START Given records

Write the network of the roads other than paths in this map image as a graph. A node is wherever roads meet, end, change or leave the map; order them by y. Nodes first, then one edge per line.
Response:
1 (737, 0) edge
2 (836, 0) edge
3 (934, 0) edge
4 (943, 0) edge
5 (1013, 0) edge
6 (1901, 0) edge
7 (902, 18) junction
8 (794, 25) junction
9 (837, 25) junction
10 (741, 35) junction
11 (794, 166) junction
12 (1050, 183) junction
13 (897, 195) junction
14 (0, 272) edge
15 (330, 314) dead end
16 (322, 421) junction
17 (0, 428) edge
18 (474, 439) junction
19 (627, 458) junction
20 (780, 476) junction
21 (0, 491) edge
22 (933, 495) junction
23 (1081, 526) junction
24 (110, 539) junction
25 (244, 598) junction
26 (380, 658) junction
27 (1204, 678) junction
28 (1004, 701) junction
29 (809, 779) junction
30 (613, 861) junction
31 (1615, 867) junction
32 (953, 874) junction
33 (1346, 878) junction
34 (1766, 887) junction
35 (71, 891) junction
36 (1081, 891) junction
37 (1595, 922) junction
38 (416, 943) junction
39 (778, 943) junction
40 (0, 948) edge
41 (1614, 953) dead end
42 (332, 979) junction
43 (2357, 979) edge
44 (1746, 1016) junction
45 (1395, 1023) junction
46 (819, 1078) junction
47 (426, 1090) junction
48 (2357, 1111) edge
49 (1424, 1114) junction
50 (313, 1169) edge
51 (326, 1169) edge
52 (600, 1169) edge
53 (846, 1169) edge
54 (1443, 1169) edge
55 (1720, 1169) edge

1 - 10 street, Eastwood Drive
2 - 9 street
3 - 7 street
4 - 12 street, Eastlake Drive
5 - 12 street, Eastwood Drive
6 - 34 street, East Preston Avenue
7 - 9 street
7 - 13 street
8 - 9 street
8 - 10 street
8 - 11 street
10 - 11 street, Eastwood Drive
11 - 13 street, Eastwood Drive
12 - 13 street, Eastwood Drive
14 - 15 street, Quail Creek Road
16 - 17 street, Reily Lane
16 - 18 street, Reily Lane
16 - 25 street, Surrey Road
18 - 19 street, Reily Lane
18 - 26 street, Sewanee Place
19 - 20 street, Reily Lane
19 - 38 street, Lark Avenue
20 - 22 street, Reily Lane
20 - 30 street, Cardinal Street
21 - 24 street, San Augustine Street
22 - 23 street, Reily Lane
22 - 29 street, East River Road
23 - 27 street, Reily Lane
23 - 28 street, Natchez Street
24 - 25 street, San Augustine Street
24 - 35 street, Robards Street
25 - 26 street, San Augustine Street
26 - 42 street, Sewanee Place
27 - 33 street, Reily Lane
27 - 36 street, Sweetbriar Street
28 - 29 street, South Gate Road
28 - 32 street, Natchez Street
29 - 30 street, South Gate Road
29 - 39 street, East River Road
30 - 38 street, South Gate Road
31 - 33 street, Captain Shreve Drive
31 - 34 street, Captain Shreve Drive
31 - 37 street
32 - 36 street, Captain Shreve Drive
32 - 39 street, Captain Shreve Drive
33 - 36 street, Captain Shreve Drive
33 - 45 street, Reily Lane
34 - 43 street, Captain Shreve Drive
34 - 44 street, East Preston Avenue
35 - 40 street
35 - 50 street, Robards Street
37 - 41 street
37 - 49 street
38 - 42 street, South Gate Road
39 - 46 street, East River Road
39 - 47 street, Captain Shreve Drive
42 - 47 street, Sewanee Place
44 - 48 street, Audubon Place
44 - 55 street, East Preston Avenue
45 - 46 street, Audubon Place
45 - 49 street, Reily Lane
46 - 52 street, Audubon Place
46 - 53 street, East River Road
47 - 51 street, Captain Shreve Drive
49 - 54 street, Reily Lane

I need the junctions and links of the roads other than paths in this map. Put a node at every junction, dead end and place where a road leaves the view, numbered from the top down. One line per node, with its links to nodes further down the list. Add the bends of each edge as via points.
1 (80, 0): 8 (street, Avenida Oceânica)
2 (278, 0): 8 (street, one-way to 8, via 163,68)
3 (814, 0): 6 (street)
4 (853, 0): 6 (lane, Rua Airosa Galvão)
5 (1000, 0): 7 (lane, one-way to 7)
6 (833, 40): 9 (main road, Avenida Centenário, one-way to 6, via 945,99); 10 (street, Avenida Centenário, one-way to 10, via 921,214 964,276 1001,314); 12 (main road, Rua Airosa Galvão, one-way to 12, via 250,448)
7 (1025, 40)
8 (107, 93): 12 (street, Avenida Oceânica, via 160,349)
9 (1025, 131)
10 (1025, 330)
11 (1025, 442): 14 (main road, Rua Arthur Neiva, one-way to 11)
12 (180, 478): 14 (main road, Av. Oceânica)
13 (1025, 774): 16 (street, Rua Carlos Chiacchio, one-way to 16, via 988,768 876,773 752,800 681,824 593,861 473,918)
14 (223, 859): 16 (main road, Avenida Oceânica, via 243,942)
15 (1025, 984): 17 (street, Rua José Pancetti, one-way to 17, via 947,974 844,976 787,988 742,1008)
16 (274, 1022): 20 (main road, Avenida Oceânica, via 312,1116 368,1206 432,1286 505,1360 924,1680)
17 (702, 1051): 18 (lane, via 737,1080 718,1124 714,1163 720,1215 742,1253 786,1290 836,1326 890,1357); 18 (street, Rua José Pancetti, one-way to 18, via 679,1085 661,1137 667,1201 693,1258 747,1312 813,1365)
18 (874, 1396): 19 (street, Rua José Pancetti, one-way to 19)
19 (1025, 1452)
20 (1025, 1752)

END Given records

Working through the records, copy each line in which the word "Avenida" appears.

1 (80, 0): 8 (street, Avenida Oceânica)
6 (833, 40): 9 (main road, Avenida Centenário, one-way to 6, via 945,99); 10 (street, Avenida Centenário, one-way to 10, via 921,214 964,276 1001,314); 12 (main road, Rua Airosa Galvão, one-way to 12, via 250,448)
8 (107, 93): 12 (street, Avenida Oceânica, via 160,349)
14 (223, 859): 16 (main road, Avenida Oceânica, via 243,942)
16 (274, 1022): 20 (main road, Avenida Oceânica, via 312,1116 368,1206 432,1286 505,1360 924,1680)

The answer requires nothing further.